Ben's Friends Guidelines Reminder & Additional Issues of Concern

Hi Everyone,

This is a wonderful Forum with incredible Moderators and Members. Let's work together to make it even better.

I know it's easy to get caught up in emotional issues but we have to remember Ben's Friends Guidelines.

They protect us all and are found on the Main Page.

The main one we have issues with on Forums is:

#5

This is the Disclaimer for the Natural Healing Group.

Disclaimer:

As always, we recommend that you follow the treatment recommendations of
your doctor. But if you have found safe, natural remedies that offer relief for your symptoms, you are welcome to discuss them here.

I hope that everyone abides by the no spamming rule and only posts relevant information for each forum. As users, we don't have the time to wade through spam and marketing by specific groups. Patients sign up for specific forums, for information and support about a specific illness.

I also understood that this is not a forum to be used by representatives of Companies, Services, Doctors or hospitals to advertise.

I get you dislike the Cleveland Clinic Frances.

Its a shame you missed the most recent educational event. you would have learned a great deal about the connection of PsA and Vascular disease. It was great conference. The increased rates of occlusive vascular disease with PsA patients is very concerning, and one of the major reasons we have a shorter life expectancy.

This dying thing from occlusive vascular disease can be avoided if you know what to look for and understand it can be treated. I realize you probably didn't know what vascular disease and its connection to PsA is , but to carry the ignorance and rant into several threads and call out the one of the founders group members (tracy) for passing on an educational opportunity is just plain foolish. Put another way - this is her playhouse.

Of course there is a promotional aspect to any group presenting an educational event. The Psoriasis Association and Arthritis association events you promote are no different. Everyone has bills to pay.

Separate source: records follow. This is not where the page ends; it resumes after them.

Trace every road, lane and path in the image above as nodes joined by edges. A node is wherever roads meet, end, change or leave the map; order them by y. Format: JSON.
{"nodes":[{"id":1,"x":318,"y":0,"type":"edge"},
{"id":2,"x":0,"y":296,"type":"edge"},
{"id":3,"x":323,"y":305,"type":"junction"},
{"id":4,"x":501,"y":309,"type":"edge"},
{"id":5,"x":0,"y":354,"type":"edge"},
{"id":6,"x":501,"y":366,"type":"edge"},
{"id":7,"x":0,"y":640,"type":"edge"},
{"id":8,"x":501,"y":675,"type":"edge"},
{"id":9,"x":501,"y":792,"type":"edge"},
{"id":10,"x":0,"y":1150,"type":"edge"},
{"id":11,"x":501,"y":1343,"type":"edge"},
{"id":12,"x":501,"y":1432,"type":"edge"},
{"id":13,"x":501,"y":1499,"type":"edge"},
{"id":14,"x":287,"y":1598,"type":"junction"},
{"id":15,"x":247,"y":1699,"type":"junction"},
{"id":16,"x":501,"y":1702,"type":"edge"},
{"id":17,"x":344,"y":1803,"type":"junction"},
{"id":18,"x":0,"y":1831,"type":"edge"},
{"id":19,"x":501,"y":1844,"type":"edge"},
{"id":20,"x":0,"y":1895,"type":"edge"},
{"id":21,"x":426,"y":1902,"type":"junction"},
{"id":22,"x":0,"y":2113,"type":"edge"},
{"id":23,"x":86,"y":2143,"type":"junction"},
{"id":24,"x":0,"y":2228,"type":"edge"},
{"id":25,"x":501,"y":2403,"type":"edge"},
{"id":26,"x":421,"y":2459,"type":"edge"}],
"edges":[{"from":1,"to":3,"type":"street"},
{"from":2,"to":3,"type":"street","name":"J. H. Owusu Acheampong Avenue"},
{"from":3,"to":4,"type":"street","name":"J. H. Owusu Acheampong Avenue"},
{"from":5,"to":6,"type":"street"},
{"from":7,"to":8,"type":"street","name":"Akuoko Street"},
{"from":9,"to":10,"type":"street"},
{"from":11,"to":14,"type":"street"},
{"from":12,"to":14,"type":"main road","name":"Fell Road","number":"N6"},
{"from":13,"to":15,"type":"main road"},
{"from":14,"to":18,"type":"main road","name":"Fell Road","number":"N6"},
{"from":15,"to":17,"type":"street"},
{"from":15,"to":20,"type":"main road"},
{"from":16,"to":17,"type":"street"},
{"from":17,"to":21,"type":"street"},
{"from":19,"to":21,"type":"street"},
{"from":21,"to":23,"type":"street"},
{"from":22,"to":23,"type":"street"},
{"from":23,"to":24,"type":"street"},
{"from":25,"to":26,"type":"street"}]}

I'm sorry that your public ranting resulted in being called out publicly. If you have question about something ask

Frances,

Ben's Friends does not make one cent from any Facility or Medical Provider. This is an educational service only. The web chats will continue to be posted. I am sorry they offend you but have faith you can rise above your personal issues to understand the positive educational opportunity all Members receive. This is not Spam. Please try and focus on the positives of everyone on this Forum.This is a really great Group.I have also found with my illnesses if you hold on to anger and negativity it makes your physical and mental health much worse. I want everyone to be as healthy as possible, especially you Frances. I honestly believe you are a good person that misunderstood not only who I am but the purpose of the Health Chats. I hope you find peace while you are in the middle of your physical illness torment. That may sound like an absurd comment or that I don't understand. I more than understand. My uncle died from PSA complications. I have been seriously ill since 2001 and not only faced death multiple times but live through daily chronic pain that never gets below an 8 with pain mgmt and the current headache I have started the beginning of May. The headaches are from increased CSF pressure. So please do not think I am just a healthy person trying to offer misguided advice or make money. That is the farthest from the truth. I truly care about every member and want the best for each one.

Frances said:

I also understood that this is not a forum to be used by representatives of Companies, Services, Doctors or hospitals to advertise.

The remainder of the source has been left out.